_What the exercise asks_
An exact copy of the entries below is the expected answer.

Stored data entries
+ + + + +
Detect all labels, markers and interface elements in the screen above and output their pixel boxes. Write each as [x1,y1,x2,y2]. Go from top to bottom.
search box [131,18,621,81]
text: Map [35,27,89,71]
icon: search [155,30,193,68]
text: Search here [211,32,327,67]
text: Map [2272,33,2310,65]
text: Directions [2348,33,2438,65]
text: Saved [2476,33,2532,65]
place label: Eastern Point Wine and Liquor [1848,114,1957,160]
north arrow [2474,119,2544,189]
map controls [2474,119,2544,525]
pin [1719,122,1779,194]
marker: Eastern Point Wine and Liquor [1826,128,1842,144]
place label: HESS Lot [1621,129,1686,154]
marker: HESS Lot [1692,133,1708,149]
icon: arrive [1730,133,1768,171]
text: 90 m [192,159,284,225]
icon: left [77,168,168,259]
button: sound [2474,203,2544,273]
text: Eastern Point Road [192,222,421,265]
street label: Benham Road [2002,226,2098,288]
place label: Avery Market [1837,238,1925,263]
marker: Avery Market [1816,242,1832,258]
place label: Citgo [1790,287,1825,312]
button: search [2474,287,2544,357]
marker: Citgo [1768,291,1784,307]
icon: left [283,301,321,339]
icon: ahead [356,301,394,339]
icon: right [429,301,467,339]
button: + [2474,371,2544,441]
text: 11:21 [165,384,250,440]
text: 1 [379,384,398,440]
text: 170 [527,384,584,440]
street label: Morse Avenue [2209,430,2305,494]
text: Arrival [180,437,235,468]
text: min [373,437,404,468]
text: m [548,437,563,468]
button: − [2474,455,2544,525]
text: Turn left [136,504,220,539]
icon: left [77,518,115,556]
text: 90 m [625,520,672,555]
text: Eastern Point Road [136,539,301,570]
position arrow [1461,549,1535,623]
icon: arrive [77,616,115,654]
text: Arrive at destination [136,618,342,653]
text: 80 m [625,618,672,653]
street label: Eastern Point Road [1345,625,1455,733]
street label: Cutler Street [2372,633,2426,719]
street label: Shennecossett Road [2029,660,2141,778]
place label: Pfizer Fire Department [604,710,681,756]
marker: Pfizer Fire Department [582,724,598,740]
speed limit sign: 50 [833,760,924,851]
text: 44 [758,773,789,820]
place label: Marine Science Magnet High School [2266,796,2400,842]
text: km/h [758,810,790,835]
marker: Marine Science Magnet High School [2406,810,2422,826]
+ + + + +
_Written solution_
Detect all labels, markers and interface elements in the screen above and output their pixel boxes. Write each as [x1,y1,x2,y2]. Go from top to bottom.
search box [131,18,621,81]
text: Map [35,27,89,71]
icon: search [155,30,193,68]
text: Search here [211,32,327,67]
text: Map [2272,33,2310,65]
text: Directions [2348,33,2438,65]
text: Saved [2476,33,2532,65]
place label: Eastern Point Wine and Liquor [1848,114,1957,160]
north arrow [2474,119,2544,189]
map controls [2474,119,2544,525]
pin [1719,122,1779,194]
marker: Eastern Point Wine and Liquor [1826,128,1842,144]
place label: HESS Lot [1621,129,1686,154]
marker: HESS Lot [1692,133,1708,149]
icon: arrive [1730,133,1768,171]
text: 90 m [192,159,284,225]
icon: left [77,168,168,259]
button: sound [2474,203,2544,273]
text: Eastern Point Road [192,222,421,265]
street label: Benham Road [2002,226,2098,288]
place label: Avery Market [1837,238,1925,263]
marker: Avery Market [1816,242,1832,258]
place label: Citgo [1790,287,1825,312]
button: search [2474,287,2544,357]
marker: Citgo [1768,291,1784,307]
icon: left [283,301,321,339]
icon: ahead [356,301,394,339]
icon: right [429,301,467,339]
button: + [2474,371,2544,441]
text: 11:21 [165,384,250,440]
text: 1 [379,384,398,440]
text: 170 [527,384,584,440]
street label: Morse Avenue [2209,430,2305,494]
text: Arrival [180,437,235,468]
text: min [373,437,404,468]
text: m [548,437,563,468]
button: − [2474,455,2544,525]
text: Turn left [136,504,220,539]
icon: left [77,518,115,556]
text: 90 m [625,520,672,555]
text: Eastern Point Road [136,539,301,570]
position arrow [1461,549,1535,623]
icon: arrive [77,616,115,654]
text: Arrive at destination [136,618,342,653]
text: 80 m [625,618,672,653]
street label: Eastern Point Road [1345,625,1455,733]
street label: Cutler Street [2372,633,2426,719]
street label: Shennecossett Road [2029,660,2141,778]
place label: Pfizer Fire Department [604,710,681,756]
marker: Pfizer Fire Department [582,724,598,740]
speed limit sign: 50 [833,760,924,851]
text: 44 [758,773,789,820]
place label: Marine Science Magnet High School [2266,796,2400,842]
text: km/h [758,810,790,835]
marker: Marine Science Magnet High School [2406,810,2422,826]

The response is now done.